(Task goal): Which lines of the records below contain the word "double"? Report each of them in full.

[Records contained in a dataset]
********

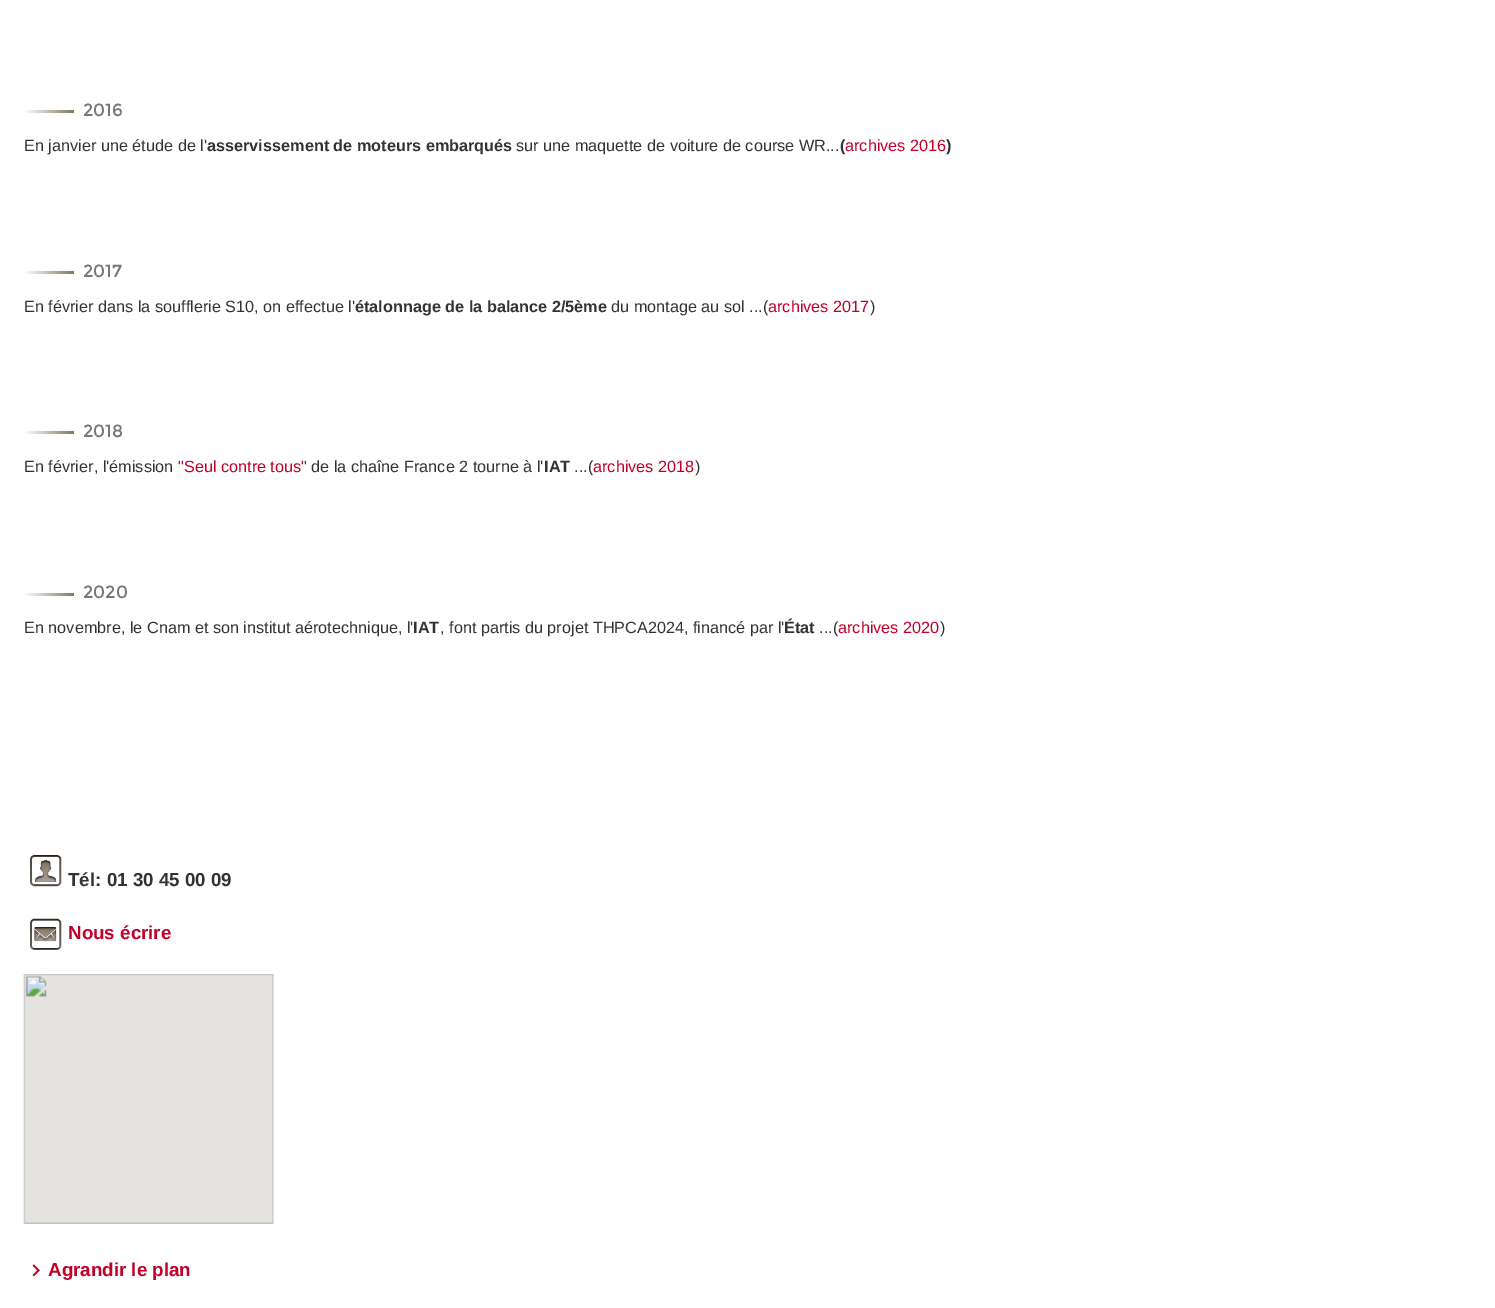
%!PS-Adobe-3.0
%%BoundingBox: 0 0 1495 1308
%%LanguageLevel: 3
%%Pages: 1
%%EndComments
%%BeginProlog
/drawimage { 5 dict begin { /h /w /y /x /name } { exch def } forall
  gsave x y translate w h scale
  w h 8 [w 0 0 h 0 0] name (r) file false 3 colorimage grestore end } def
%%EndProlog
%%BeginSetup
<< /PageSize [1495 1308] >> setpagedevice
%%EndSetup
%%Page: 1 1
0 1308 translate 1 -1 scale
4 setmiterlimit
1 setgray
0 0 1495 1308 rectfill
gsave newpath 24 110 moveto 74 110 lineto 74 113 lineto 24 113 lineto closepath clip newpath
<< /ShadingType 2 /ColorSpace /DeviceRGB /Coords [24 111 74 111] /Extend [true true] /Function << /FunctionType 2 /Domain [0 1] /C0 [1 1 1] /C1 [0.522 0.467 0.38] /N 1 >> >> shfill grestore
gsave newpath 24 271 moveto 74 271 lineto 74 274 lineto 24 274 lineto closepath clip newpath
<< /ShadingType 2 /ColorSpace /DeviceRGB /Coords [24 273 74 273] /Extend [true true] /Function << /FunctionType 2 /Domain [0 1] /C0 [1 1 1] /C1 [0.522 0.467 0.38] /N 1 >> >> shfill grestore
gsave newpath 24 431 moveto 74 431 lineto 74 434 lineto 24 434 lineto closepath clip newpath
<< /ShadingType 2 /ColorSpace /DeviceRGB /Coords [24 433 74 433] /Extend [true true] /Function << /FunctionType 2 /Domain [0 1] /C0 [1 1 1] /C1 [0.522 0.467 0.38] /N 1 >> >> shfill grestore
gsave newpath 24 593 moveto 74 593 lineto 74 596 lineto 24 596 lineto closepath clip newpath
<< /ShadingType 2 /ColorSpace /DeviceRGB /Coords [24 594 74 594] /Extend [true true] /Function << /FunctionType 2 /Domain [0 1] /C0 [1 1 1] /C1 [0.522 0.467 0.38] /N 1 >> >> shfill grestore
(images/1.raw) 30 855 32 32 drawimage
(images/2.raw) 30 918 32 32 drawimage
(images/3.raw) 23 974 251 250 drawimage
(images/4.raw) 32 1264 8 13 drawimage
/Montserrat-Regular [17.5 0 0 -17.5 0 0] selectfont
0.467 setgray
83 116 moveto (2016) show
/LiberationSans-Regular [16.25 0 0 -16.25 0 0] selectfont
0.2 setgray
24 151 moveto (En janvier une étude de l') show
/LiberationSans-Bold [16.25 0 0 -16.25 0 0] selectfont
207 151 moveto (asservissement de moteurs embarqués) show
/LiberationSans-Regular [16.25 0 0 -16.25 0 0] selectfont
516 151 moveto (sur une maquette de voiture de course WR...) show
/LiberationSans-Bold [16.25 0 0 -16.25 0 0] selectfont
840 151 moveto (\() show
/LiberationSans-Regular [16.25 0 0 -16.25 0 0] selectfont
0.757 0 0.165 setrgbcolor
845 151 moveto (archives 2016) show
/LiberationSans-Bold [16.25 0 0 -16.25 0 0] selectfont
0.2 setgray
946 151 moveto (\)) show
/Montserrat-Regular [17.5 0 0 -17.5 0 0] selectfont
0.467 setgray
83 277 moveto (2017) show
/LiberationSans-Regular [16.25 0 0 -16.25 0 0] selectfont
0.2 setgray
24 312 moveto (En février dans la soufflerie S10, on effectue l') show
/LiberationSans-Bold [16.25 0 0 -16.25 0 0] selectfont
355 312 moveto (étalonnage de la balance 2/5ème) show
/LiberationSans-Regular [16.25 0 0 -16.25 0 0] selectfont
611 312 moveto (du montage au sol ...\() show
0.757 0 0.165 setrgbcolor
768 312 moveto (archives 2017) show
0.2 setgray
870 312 moveto (\)) show
/Montserrat-Regular [17.5 0 0 -17.5 0 0] selectfont
0.467 setgray
83 437 moveto (2018) show
/LiberationSans-Regular [16.25 0 0 -16.25 0 0] selectfont
0.2 setgray
24 472 moveto (En février, l'émission) show
0.757 0 0.165 setrgbcolor
178 472 moveto ("Seul contre tous") show
0.2 setgray
311 472 moveto (de la chaîne France 2 tourne à l') show
/LiberationSans-Bold [16.25 0 0 -16.25 0 0] selectfont
544 472 moveto (IAT) show
/LiberationSans-Regular [16.25 0 0 -16.25 0 0] selectfont
574 472 moveto (...\() show
0.757 0 0.165 setrgbcolor
593 472 moveto (archives 2018) show
0.2 setgray
695 472 moveto (\)) show
/Montserrat-Regular [17.5 0 0 -17.5 0 0] selectfont
0.467 setgray
83 598 moveto (2020) show
/LiberationSans-Regular [16.25 0 0 -16.25 0 0] selectfont
0.2 setgray
24 633 moveto (En novembre, le Cnam et son institut aérotechnique, l') show
/LiberationSans-Bold [16.25 0 0 -16.25 0 0] selectfont
413 633 moveto (IAT) show
/LiberationSans-Regular [16.25 0 0 -16.25 0 0] selectfont
440 633 moveto (, font partis du projet THPCA2024, financé par l') show
/LiberationSans-Bold [16.25 0 0 -16.25 0 0] selectfont
784 633 moveto (État) show
/LiberationSans-Regular [16.25 0 0 -16.25 0 0] selectfont
819 633 moveto (...\() show
0.757 0 0.165 setrgbcolor
838 633 moveto (archives 2020) show
0.2 setgray
940 633 moveto (\)) show
/LiberationSans-Bold [18.75 0 0 -18.75 0 0] selectfont
68 886 moveto (Tél: 01 30 45 00 09) show
0.757 0 0.165 setrgbcolor
68 939 moveto (Nous écrire) show
48 1276 moveto (Agrandir le plan) show
showpage
%%EOF
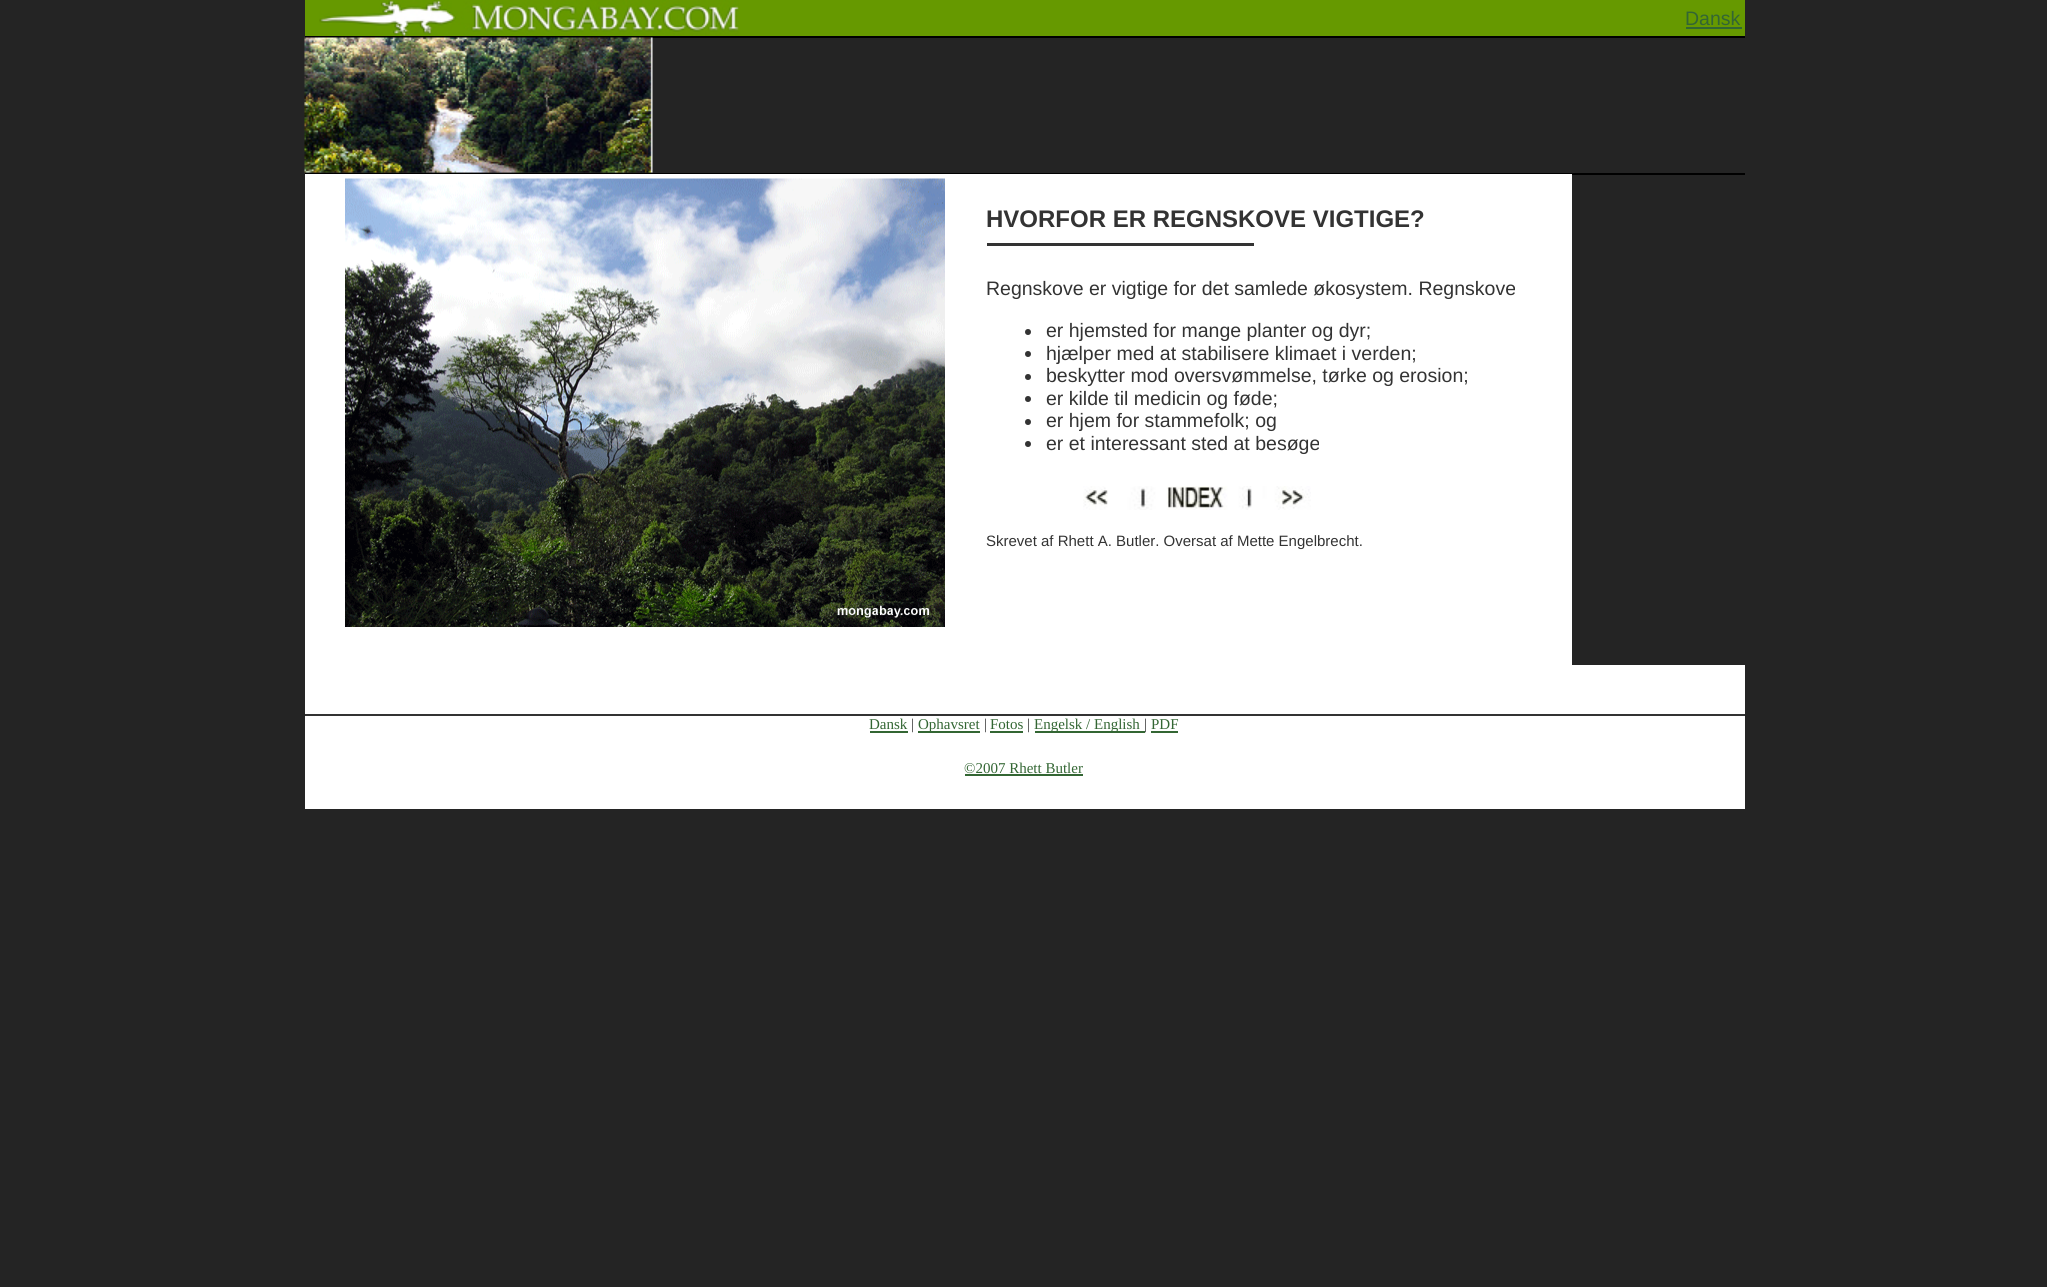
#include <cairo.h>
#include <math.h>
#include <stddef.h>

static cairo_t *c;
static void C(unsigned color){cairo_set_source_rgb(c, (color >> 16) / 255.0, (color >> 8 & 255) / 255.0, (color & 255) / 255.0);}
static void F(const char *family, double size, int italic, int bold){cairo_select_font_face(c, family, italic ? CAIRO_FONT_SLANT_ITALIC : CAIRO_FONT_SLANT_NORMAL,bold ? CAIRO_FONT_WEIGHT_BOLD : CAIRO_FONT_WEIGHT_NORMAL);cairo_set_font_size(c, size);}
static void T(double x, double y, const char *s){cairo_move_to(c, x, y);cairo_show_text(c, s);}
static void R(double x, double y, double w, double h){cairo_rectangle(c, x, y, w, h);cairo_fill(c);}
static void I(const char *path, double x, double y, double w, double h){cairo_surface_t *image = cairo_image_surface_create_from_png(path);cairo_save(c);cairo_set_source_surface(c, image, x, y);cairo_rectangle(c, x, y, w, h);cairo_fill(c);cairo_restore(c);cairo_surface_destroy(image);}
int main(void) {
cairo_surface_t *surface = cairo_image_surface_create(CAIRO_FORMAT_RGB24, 2047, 1287);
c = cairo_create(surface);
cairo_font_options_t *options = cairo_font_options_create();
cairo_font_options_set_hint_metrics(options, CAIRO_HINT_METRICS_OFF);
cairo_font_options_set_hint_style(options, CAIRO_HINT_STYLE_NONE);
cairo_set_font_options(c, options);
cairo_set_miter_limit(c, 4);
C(0x242424);
cairo_paint(c);
C(0x669900);
R(305,0,1440,36);
I("1.png",319,0,420,36);
F("Liberation Sans",19.5,0,0);
C(0x336633);
T(1685,25,"Dansk");
R(1686,27,56,2);
C(0x000000);
R(305,36,1440,2);
I("2.png",304,37,349,136);
R(305,173,1440,2);
C(0xffffff);
R(305,174,1267,491);
I("3.png",345,178,600,449);
F("Liberation Sans",24,0,1);
C(0x333333);
T(986,227,"HVORFOR ER REGNSKOVE VIGTIGE?");
R(987,243,267,3);
F("Liberation Sans",19.5,0,0);
T(986,295,"Regnskove er vigtige for det samlede økosystem. Regnskove");
cairo_new_path(c);
cairo_arc(c,1028,332,3,0,2 * M_PI);
cairo_fill(c);
T(1046,337,"er hjemsted for mange planter og dyr;");
cairo_new_path(c);
cairo_arc(c,1028,354,3,0,2 * M_PI);
cairo_fill(c);
T(1046,360,"hjælper med at stabilisere klimaet i verden;");
cairo_new_path(c);
cairo_arc(c,1028,377,3,0,2 * M_PI);
cairo_fill(c);
T(1046,382,"beskytter mod oversvømmelse, tørke og erosion;");
cairo_new_path(c);
cairo_arc(c,1028,399,3,0,2 * M_PI);
cairo_fill(c);
T(1046,405,"er kilde til medicin og føde;");
cairo_new_path(c);
cairo_arc(c,1028,422,3,0,2 * M_PI);
cairo_fill(c);
T(1046,427,"er hjem for stammefolk; og");
cairo_new_path(c);
cairo_arc(c,1028,444,3,0,2 * M_PI);
cairo_fill(c);
T(1046,450,"er et interessant sted at besøge");
I("4.png",1083,486,228,24);
F("Liberation Sans",15,0,0);
T(986,546,"Skrevet af Rhett A. Butler. Oversat af Mette Engelbrecht.");
C(0xffffff);
R(305,665,1440,49);
C(0x333333);
R(305,714,1440,2);
C(0xffffff);
R(305,716,1440,93);
F("Liberation Serif",15,0,0);
C(0x336633);
T(869,729,"Dansk");
R(870,731,38,2);
C(0x333333);
T(911,729,"|");
C(0x336633);
R(918,731,62,2);
T(918,729,"Ophavsret");
C(0x333333);
T(984,729,"|");
C(0x336633);
T(990,729,"Fotos");
R(990,731,33,2);
C(0x333333);
T(1027,729,"|");
C(0x336633);
R(1035,731,110,2);
T(1034,729,"Engelsk / English");
C(0x333333);
T(1144,729,"|");
C(0x336633);
T(1151,729,"PDF");
R(1151,731,27,2);
T(964,773,"©2007 Rhett Butler");
R(965,774,118,2);
cairo_surface_write_to_png(surface, "o.png");
cairo_font_options_destroy(options);
cairo_destroy(c);
cairo_surface_destroy(surface);
return 0;
}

********

(Result of this exercise):
static void F(const char *family, double size, int italic, int bold){cairo_select_font_face(c, family, italic ? CAIRO_FONT_SLANT_ITALIC : CAIRO_FONT_SLANT_NORMAL,bold ? CAIRO_FONT_WEIGHT_BOLD : CAIRO_FONT_WEIGHT_NORMAL);cairo_set_font_size(c, size);}
static void T(double x, double y, const char *s){cairo_move_to(c, x, y);cairo_show_text(c, s);}
static void R(double x, double y, double w, double h){cairo_rectangle(c, x, y, w, h);cairo_fill(c);}
static void I(const char *path, double x, double y, double w, double h){cairo_surface_t *image = cairo_image_surface_create_from_png(path);cairo_save(c);cairo_set_source_surface(c, image, x, y);cairo_rectangle(c, x, y, w, h);cairo_fill(c);cairo_restore(c);cairo_surface_destroy(image);}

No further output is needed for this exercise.